Iran, Egypt, Indonesia, Pakistan and India were the most restrictive among the world’s 25 most populous countries when both categories are considered. Meanwhile, the least restrictive of the 25 most populous countries were Brazil, Japan, the United States, Italy, South Africa and the United Kingdom.

North Korea was not included in the report because of a lack of access to the information required, according to the Pew Forum. Pew acknowledged that the North Korean regime is reportedly “among the most repressive” in the world. It also is likely the most closed society in the world to outsiders.

North Korea’s No. 1 ranking on the Open Doors list of the world’s worst persecutors of Christians was no surprise, the organization’s president said.

“There is no other country in the world where Christians are persecuted in such a horrible and systematic manner,” Carl Moeller said in a Jan. 6 news release from Open Doors. “Three generations of a family are often thrown into prison when one member is incarcerated.”

The regime of dictator Kim Jong-Il has an estimated 200,000 political prisoners, including 40,000 to 60,000 Christians, according to Open Doors.

A longtime North Korean observer, who was not identified by Open Doors for safety reasons, said, “Christians are the target of fierce government action, and once caught, are not regarded as human. Last year we had evidence that some were used as guinea pigs to test chemical and biological weapons.”

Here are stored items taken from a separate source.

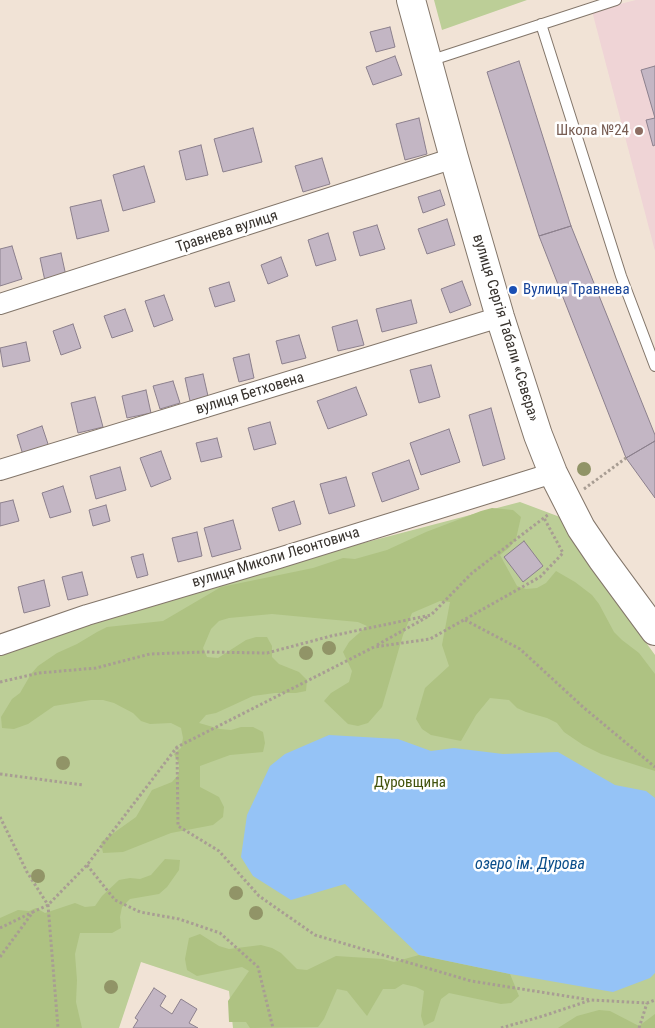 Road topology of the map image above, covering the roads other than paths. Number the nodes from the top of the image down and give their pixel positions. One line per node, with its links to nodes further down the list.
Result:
1 (410, 0): 4 (main road, вулиця Сергія Табали «Сєвєра»)
2 (616, 0): 3 (lane)
3 (541, 24): 4 (lane); 8 (lane)
4 (427, 61): 5 (main road, вулиця Сергія Табали «Сєвєра»)
5 (454, 158): 6 (street, Травнева вулиця); 7 (main road, вулиця Сергія Табали «Сєвєра»)
6 (0, 304)
7 (500, 317): 9 (street, вулиця Бетховена); 10 (main road, вулиця Сергія Табали «Сєвєра»)
8 (655, 366)
9 (0, 470)
10 (553, 474): 11 (main road, вулиця Сергія Табали «Сєвєра»); 12 (street, вулиця Миколи Леонтовича)
11 (655, 631)
12 (0, 645) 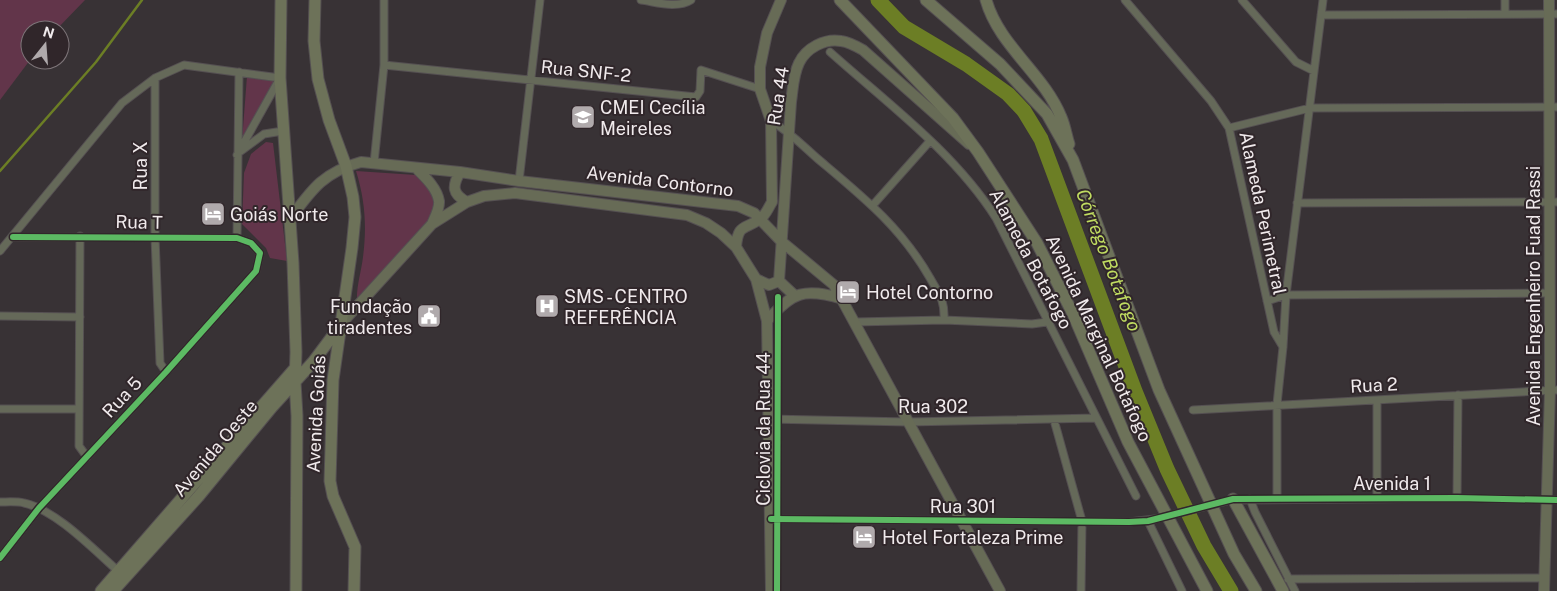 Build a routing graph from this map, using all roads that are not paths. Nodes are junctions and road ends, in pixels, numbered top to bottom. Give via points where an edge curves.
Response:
1 (280, 0) edge
2 (314, 0) edge
3 (384, 0) edge
4 (540, 0) edge
5 (641, 0) edge
6 (690, 0) edge
7 (781, 0) edge
8 (840, 0) edge
9 (926, 0) edge
10 (986, 0) edge
11 (1125, 0) edge
12 (1242, 0) edge
13 (1322, 0) edge
14 (1505, 0) edge
15 (1549, 0) edge
16 (1505, 13) junction
17 (1321, 14) junction
18 (1553, 14) edge
19 (830, 52) dead end
20 (384, 64) junction
21 (1314, 71) junction
22 (238, 72) junction
23 (155, 78) junction
24 (280, 78) junction
25 (530, 81) junction
26 (760, 89) junction
27 (1553, 106) edge
28 (1310, 108) junction
29 (771, 122) junction
30 (1230, 128) junction
31 (283, 131) junction
32 (789, 132) junction
33 (930, 141) junction
34 (978, 152) junction
35 (237, 155) junction
36 (1073, 160) junction
37 (374, 163) junction
38 (346, 166) junction
39 (416, 168) junction
40 (460, 172) junction
41 (519, 181) junction
42 (467, 202) junction
43 (1553, 202) edge
44 (1297, 203) junction
45 (873, 204) junction
46 (290, 219) junction
47 (760, 219) junction
48 (432, 224) junction
49 (80, 236) junction
50 (13, 237) junction
51 (155, 237) junction
52 (237, 238) junction
53 (781, 242) junction
54 (736, 247) junction
55 (0, 251) edge
56 (260, 252) joint
57 (756, 279) junction
58 (779, 281) junction
59 (1550, 293) junction
60 (1286, 295) junction
61 (794, 296) junction
62 (843, 299) junction
63 (1267, 301) junction
64 (0, 316) edge
65 (80, 317) junction
66 (944, 320) junction
67 (767, 321) junction
68 (855, 322) junction
69 (1048, 322) junction
70 (341, 324) junction
71 (1283, 347) junction
72 (296, 367) junction
73 (166, 372) junction
74 (295, 382) junction
75 (1554, 390) edge
76 (1458, 395) junction
77 (1377, 400) junction
78 (1277, 404) junction
79 (272, 407) junction
80 (0, 409) edge
81 (79, 409) junction
82 (1193, 410) dead end
83 (297, 416) junction
84 (1096, 418) junction
85 (769, 419) junction
86 (1054, 420) junction
87 (908, 422) junction
88 (87, 457) junction
89 (1136, 496) dead end
90 (1278, 498) junction
91 (1377, 498) junction
92 (1457, 498) junction
93 (1250, 499) junction
94 (1230, 500) junction
95 (1552, 500) edge
96 (0, 502) edge
97 (39, 508) junction
98 (771, 519) junction
99 (1152, 520) junction
100 (1082, 521) junction
101 (961, 522) junction
102 (0, 558) edge
103 (118, 572) junction
104 (1544, 578) junction
105 (1288, 580) junction
106 (101, 591) edge
107 (113, 591) edge
108 (296, 591) edge
109 (354, 591) edge
110 (771, 591) edge
111 (1000, 591) edge
112 (1081, 591) edge
113 (1182, 591) edge
114 (1207, 591) edge
115 (1256, 591) edge
116 (1283, 591) edge
117 (1295, 591) edge
118 (1544, 591) edge

1 - 24 main road, Avenida Goiás
2 - 38 main road, Avenida Goiás via 318,79
3 - 20 street
4 - 25 street
5 - 6 street via 672,4 685,4
7 - 26 main road, Rua 44 via 766,33
8 - 34 main road, Avenida Marginal Botafogo via 953,118
9 - 36 main road, Avenida Marginal Botafogo via 1000,64 1048,114
10 - 36 main road via 1006,41 1051,98 1062,118
11 - 30 street, Alameda Perimetral
12 - 21 street via 1296,62
13 - 17 street
14 - 16 street
15 - 18 main road, Avenida Engenheiro Fuad Rassi
16 - 17 street
16 - 18 street
17 - 21 street
18 - 27 main road, Avenida Engenheiro Fuad Rassi
19 - 33 street, Alameda Botafogo
20 - 25 street, Rua SNF-2
20 - 37 street
21 - 28 street
22 - 23 street via 184,65
22 - 24 street
22 - 35 street
23 - 50 street via 122,104
23 - 51 street, Rua X
24 - 31 main road, Avenida Goiás
24 - 35 street
25 - 26 street, Rua SNF-2 via 696,97 700,91 701,70
25 - 41 street
26 - 29 main road, Rua 44
27 - 28 street
27 - 43 main road, Avenida Engenheiro Fuad Rassi
28 - 30 street
28 - 44 street
29 - 32 street
29 - 47 main road, Rua 44 via 772,202
30 - 63 street, Alameda Perimetral
31 - 35 street via 264,134
31 - 46 main road, Avenida Goiás
32 - 34 main road, Rua 44 via 794,81 800,61 816,45 830,40 841,41 863,50
32 - 45 street
32 - 53 main road, Rua 44
33 - 45 street
33 - 69 street, Alameda Botafogo via 961,171 996,218
34 - 114 main road, Avenida Marginal Botafogo via 1037,243 1073,314 1128,442
35 - 52 street
36 - 115 main road, Avenida Marginal Botafogo via 1159,390 1217,519
37 - 38 main road, Avenida Contorno
37 - 39 main road, Avenida Contorno
38 - 46 main road via 328,175
38 - 70 main road, Avenida Goiás via 355,217
39 - 40 main road, Avenida Contorno
39 - 48 main road via 430,182 439,201
40 - 41 main road, Avenida Contorno
40 - 42 main road via 455,191
41 - 47 main road, Avenida Contorno via 738,206
42 - 48 main road, Avenida Contorno
42 - 54 main road, Avenida Contorno via 484,196 515,193 687,215 721,232
43 - 44 street
43 - 59 main road, Avenida Engenheiro Fuad Rassi
44 - 60 street
45 - 66 street via 921,262 943,301
46 - 72 main road, Avenida Goiás
47 - 53 main road, Avenida Contorno
47 - 54 main road, Rua 44 via 742,228
48 - 70 main road, Avenida Contorno
49 - 50 street, Rua T
49 - 51 street, Rua T
49 - 65 street
50 - 55 street
51 - 52 street, Rua T
51 - 73 street, Rua X via 160,363
52 - 56 street, Rua T via 251,243
53 - 58 main road, Rua 44
53 - 62 main road, Avenida Contorno via 834,285
54 - 57 main road, Avenida Contorno
56 - 73 street, Rua 5 via 256,272
57 - 58 main road via 769,285
57 - 67 main road
58 - 61 main road
59 - 60 street
59 - 75 main road, Avenida Engenheiro Fuad Rassi
60 - 63 street
60 - 71 street
61 - 62 main road via 821,292
61 - 67 main road
62 - 68 main road, Avenida Contorno
63 - 71 street, Alameda Perimetral via 1274,332
64 - 65 street
65 - 81 street
66 - 68 street
66 - 69 street
67 - 85 main road
68 - 87 main road, Avenida Contorno
69 - 84 street, Alameda Botafogo
70 - 74 main road, Avenida Oeste
70 - 109 main road, Avenida Goiás via 332,396 330,481 333,496 355,547
71 - 78 street
72 - 74 main road, Avenida Goiás
72 - 103 main road, Avenida Oeste
73 - 88 street, Rua 5
74 - 79 main road, Avenida Oeste
74 - 83 main road, Avenida Goiás
75 - 76 street, Rua 2
75 - 95 main road, Avenida Engenheiro Fuad Rassi
76 - 77 street, Rua 2
76 - 92 street
77 - 78 street, Rua 2
77 - 91 street
78 - 82 street, Rua 2
78 - 90 street
79 - 83 main road via 289,409
79 - 107 main road, Avenida Oeste via 198,497
80 - 81 street
81 - 88 street via 79,446
83 - 108 main road, Avenida Goiás
84 - 86 street, Rua 302
84 - 89 street, Alameda Botafogo
85 - 87 street, Rua 302
85 - 98 main road
86 - 87 street, Rua 302
86 - 100 street
87 - 101 main road, Avenida Contorno
88 - 97 street, Rua 5
90 - 91 street, Avenida 1
90 - 93 street, Avenida 1
91 - 92 street, Avenida 1
92 - 95 street, Avenida 1
93 - 94 street, Avenida 1
93 - 105 street
94 - 99 street, Avenida 1, bridge
94 - 116 main road
95 - 104 main road, Avenida Engenheiro Fuad Rassi
96 - 97 street via 22,502
97 - 102 street, Rua 5
97 - 103 street via 55,517
98 - 101 street, Rua 301
98 - 110 main road
99 - 100 street, Rua 301
99 - 113 street
100 - 101 street, Rua 301
100 - 112 street
101 - 111 main road, Avenida Contorno
103 - 106 main road, Avenida Oeste
104 - 105 street
104 - 118 main road, Avenida Engenheiro Fuad Rassi
105 - 117 street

Despite the repression, “the number of Christians in North Korea has grown in the last 10 years,” Moeller said.

According to Open Doors, the 10 countries where persecution of Christians is worst, with scores in parentheses, are North Korea (90.5), Iran (65.5), Saudi Arabia (63.5), Somalia (62.5), Maldives (62.0), Afghanistan (61.5), Yemen (60.5), Mauritania (59.5), Laos (56.0) and Uzbekistan (56.0).

North Korea and Laos have communist governments, while the other eight countries are Islamic states.

The U.S. State Department maintains a list of “countries of particular concern,” a designation reserved for the world’s most severe violators of religious freedom. The eight countries now on that list are Burma, China, Eritrea, Iran, North Korea, Saudi Arabia, Sudan and Uzbekistan.
Tom Strode is the Washington bureau chief for Baptist Press.